Records from a data source:

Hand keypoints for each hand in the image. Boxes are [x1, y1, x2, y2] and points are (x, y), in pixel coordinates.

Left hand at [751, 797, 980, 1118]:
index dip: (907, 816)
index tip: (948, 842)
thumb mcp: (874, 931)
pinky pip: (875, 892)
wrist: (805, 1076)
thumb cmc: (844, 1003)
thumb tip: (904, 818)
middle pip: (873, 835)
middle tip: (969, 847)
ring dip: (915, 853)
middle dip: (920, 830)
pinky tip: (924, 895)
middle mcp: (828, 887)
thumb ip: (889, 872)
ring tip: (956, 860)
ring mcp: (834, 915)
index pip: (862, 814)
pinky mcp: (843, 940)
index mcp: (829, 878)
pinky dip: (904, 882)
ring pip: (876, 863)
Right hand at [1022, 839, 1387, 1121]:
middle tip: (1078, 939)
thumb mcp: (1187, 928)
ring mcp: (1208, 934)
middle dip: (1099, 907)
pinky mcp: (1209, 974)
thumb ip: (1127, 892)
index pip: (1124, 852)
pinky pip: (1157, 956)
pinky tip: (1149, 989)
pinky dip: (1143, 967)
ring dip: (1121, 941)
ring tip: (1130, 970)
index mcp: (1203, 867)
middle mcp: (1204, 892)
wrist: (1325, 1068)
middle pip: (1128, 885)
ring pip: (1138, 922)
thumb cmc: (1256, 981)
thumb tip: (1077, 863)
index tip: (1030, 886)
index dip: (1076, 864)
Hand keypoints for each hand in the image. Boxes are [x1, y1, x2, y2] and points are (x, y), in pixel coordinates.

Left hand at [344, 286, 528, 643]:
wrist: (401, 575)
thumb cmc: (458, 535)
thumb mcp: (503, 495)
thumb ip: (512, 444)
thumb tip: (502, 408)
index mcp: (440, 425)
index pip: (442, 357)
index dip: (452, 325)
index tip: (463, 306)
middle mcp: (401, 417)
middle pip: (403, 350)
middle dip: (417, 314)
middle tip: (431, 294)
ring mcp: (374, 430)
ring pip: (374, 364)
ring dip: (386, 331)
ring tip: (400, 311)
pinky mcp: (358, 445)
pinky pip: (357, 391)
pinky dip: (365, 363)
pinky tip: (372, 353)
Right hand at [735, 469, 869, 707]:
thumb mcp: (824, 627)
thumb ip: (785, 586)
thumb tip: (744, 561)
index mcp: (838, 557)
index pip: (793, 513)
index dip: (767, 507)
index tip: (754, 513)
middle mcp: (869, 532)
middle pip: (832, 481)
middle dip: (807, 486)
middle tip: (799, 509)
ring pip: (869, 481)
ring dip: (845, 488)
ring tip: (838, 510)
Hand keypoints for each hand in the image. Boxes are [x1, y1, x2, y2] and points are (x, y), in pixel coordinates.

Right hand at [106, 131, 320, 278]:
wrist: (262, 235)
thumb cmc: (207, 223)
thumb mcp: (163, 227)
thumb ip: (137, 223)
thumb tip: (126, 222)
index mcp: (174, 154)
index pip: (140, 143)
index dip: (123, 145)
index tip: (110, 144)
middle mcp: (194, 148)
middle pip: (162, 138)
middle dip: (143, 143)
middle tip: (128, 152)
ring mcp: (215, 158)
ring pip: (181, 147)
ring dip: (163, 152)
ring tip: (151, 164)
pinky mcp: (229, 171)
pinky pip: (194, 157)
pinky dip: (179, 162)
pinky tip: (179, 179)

◆ **What is required**: Will you return exactly the lines above from the one with "middle pip: (403, 350)" down to the one with "pinky tip: (372, 353)", counting both as part of the range?

◆ **Written reply**:
middle pip: (403, 350)
middle dip: (417, 314)
middle tip: (431, 294)
ring mcp: (374, 430)
ring pip: (374, 364)
ring dip: (386, 331)
ring tip: (400, 311)
pinky mcp: (358, 445)
pinky pip: (357, 391)
pinky dip: (365, 363)
pinky tip: (372, 353)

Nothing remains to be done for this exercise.